In their studies the research team developed a protocol that coaxed human pluripotent (cells that are capable of developing into any type of cell or tissue bar those that form a placenta or embryo) stem cells to become dermal papilla cells.
These are a unique population of cells that regulate hair-follicle formation and growth cycle.
The researchers say that human dermal papilla cells on their own are not suitable for hair transplants because they cannot be obtained in necessary amounts and rapidly lose their ability to induce hair-follicle formation in culture.
"In adults, dermal papilla cells cannot be readily amplified outside of the body and they quickly lose their hair-inducing properties," continues Dr Terskikh.

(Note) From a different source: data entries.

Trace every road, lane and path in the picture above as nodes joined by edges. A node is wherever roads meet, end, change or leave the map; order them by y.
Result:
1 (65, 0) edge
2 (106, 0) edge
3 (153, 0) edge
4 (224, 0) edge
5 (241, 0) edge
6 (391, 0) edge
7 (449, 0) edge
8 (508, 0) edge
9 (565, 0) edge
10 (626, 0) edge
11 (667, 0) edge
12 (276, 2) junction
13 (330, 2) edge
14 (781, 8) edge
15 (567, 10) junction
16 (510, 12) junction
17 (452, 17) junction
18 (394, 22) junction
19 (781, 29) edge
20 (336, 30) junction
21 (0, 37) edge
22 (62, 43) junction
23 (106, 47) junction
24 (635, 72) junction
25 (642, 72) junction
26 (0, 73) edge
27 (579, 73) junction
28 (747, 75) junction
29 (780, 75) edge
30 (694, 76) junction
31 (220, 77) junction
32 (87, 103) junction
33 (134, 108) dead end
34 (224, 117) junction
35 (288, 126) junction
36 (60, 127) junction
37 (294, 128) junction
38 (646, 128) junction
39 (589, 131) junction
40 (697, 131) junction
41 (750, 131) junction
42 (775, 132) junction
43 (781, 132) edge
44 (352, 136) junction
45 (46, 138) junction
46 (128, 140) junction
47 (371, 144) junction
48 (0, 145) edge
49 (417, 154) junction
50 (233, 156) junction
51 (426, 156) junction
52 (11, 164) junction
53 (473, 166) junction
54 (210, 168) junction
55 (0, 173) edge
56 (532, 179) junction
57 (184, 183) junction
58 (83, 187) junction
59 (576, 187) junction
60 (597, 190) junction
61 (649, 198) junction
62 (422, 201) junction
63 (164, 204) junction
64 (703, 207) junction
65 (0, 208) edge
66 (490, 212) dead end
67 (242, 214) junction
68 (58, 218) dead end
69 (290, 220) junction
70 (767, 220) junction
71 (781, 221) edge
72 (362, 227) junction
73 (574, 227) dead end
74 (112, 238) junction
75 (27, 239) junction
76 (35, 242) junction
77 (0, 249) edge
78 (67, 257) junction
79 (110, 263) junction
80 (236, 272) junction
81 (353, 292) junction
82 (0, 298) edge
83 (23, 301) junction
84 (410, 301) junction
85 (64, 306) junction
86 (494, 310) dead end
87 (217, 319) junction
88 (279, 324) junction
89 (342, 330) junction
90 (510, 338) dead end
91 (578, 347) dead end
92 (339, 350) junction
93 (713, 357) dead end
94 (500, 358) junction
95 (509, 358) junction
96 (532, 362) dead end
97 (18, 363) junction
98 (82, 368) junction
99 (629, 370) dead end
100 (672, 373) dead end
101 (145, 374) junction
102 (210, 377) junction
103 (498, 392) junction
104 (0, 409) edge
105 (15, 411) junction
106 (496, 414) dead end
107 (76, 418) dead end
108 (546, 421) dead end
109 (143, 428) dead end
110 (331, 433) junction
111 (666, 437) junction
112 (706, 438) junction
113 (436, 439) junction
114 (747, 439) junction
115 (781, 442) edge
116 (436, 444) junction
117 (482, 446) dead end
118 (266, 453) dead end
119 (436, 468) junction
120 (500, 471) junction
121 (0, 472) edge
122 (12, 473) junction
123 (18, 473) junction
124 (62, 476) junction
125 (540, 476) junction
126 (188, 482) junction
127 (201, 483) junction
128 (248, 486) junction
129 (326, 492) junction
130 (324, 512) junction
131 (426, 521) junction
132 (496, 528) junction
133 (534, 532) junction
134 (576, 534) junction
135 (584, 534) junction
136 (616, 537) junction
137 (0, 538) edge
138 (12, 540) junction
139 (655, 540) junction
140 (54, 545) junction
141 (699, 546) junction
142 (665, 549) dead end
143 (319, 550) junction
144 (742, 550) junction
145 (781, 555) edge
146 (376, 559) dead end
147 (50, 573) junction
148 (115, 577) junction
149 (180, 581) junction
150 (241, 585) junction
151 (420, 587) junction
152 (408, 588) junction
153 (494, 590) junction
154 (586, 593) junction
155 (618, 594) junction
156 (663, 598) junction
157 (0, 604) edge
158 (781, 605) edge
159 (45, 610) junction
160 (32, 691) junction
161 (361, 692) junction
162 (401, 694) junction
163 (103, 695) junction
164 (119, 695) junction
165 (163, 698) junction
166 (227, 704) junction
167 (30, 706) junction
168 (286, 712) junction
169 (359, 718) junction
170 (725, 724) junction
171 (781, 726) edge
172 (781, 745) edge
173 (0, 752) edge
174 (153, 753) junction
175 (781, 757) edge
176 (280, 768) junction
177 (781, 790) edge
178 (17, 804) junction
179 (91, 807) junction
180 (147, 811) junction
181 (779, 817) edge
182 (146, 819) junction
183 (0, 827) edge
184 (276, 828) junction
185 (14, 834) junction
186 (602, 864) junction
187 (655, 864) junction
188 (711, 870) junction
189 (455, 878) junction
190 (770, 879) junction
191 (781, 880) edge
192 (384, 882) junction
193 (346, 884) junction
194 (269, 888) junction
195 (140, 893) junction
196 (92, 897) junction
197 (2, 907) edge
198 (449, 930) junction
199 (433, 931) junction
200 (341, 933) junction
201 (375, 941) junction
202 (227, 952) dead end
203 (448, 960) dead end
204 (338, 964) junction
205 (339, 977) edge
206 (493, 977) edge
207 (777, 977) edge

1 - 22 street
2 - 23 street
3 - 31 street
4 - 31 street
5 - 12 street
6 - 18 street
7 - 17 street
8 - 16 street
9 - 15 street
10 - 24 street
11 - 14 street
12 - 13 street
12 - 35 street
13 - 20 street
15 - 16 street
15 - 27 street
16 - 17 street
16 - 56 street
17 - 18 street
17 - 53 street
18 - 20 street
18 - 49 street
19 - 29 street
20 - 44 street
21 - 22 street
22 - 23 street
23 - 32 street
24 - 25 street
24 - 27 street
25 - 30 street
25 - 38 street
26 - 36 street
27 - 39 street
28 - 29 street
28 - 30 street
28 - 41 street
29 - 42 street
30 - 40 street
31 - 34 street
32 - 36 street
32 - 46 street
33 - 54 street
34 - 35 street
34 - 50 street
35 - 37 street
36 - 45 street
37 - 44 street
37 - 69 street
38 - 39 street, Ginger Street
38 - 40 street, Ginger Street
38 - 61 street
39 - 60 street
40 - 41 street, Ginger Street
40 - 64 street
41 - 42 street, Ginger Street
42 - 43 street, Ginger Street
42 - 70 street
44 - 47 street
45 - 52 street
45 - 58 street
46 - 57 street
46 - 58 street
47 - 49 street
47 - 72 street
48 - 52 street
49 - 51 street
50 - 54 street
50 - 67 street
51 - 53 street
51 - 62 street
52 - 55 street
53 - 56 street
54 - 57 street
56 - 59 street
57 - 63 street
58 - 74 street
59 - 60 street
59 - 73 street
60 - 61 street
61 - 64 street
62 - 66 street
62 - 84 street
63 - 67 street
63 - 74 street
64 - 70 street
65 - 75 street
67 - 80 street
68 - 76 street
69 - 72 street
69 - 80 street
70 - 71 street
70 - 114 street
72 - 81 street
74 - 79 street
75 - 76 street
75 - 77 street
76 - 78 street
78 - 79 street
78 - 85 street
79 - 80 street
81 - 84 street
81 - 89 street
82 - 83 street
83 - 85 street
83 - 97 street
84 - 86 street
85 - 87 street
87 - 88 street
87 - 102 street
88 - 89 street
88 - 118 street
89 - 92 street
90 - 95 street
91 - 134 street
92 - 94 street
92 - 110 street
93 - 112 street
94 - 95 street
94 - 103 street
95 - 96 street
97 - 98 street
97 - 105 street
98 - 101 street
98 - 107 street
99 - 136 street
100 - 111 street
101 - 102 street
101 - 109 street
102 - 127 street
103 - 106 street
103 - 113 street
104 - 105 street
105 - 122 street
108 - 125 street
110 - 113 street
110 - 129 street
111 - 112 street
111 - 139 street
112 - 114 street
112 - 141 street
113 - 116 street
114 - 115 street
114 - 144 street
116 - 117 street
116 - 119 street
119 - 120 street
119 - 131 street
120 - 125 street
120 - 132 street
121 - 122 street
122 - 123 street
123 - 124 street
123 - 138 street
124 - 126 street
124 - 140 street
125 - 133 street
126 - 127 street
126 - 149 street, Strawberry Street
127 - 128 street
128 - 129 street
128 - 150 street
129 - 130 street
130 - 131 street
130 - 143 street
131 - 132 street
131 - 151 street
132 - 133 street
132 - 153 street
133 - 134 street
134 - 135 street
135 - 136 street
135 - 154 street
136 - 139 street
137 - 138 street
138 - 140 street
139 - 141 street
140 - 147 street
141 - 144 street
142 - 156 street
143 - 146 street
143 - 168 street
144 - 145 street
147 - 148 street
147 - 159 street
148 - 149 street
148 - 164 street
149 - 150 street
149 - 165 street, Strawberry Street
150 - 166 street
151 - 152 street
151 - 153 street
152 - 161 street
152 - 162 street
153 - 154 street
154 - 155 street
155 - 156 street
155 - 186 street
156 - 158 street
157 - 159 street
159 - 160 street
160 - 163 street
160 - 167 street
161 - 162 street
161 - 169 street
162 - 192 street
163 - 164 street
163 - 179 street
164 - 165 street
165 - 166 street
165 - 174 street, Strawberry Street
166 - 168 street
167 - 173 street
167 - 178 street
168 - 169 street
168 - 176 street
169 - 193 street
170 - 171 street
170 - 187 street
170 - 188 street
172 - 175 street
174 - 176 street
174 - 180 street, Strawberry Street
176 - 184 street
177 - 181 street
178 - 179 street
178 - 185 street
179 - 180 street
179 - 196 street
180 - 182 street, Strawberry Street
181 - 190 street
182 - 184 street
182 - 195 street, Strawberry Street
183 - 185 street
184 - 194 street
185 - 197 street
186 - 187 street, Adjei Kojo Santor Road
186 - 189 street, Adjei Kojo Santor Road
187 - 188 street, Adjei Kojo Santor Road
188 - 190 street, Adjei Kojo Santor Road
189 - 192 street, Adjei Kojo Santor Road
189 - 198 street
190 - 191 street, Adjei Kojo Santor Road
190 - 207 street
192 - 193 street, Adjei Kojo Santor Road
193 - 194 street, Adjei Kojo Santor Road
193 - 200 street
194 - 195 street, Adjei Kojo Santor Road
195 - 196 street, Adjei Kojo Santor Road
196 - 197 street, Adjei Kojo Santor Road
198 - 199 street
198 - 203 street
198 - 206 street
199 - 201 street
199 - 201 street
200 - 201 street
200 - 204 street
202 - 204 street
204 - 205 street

"We developed a protocol to drive human pluripotent stem cells to differentiate into dermal papilla cells and confirmed their ability to induce hair growth when transplanted into mice."
In this context derivation of functional human embryonic stem cell-dermal papilla cells capable of inducing a robust hair growth for the first time shown here can become an important finding for the biomedical science.
The team says the next step is to transplant human dermal papilla cells derived from human pluripotent stem cells back into human subjects.
"We are currently seeking partnerships to implement this final step,” adds Terskikh.
The research was published online in PLOS One.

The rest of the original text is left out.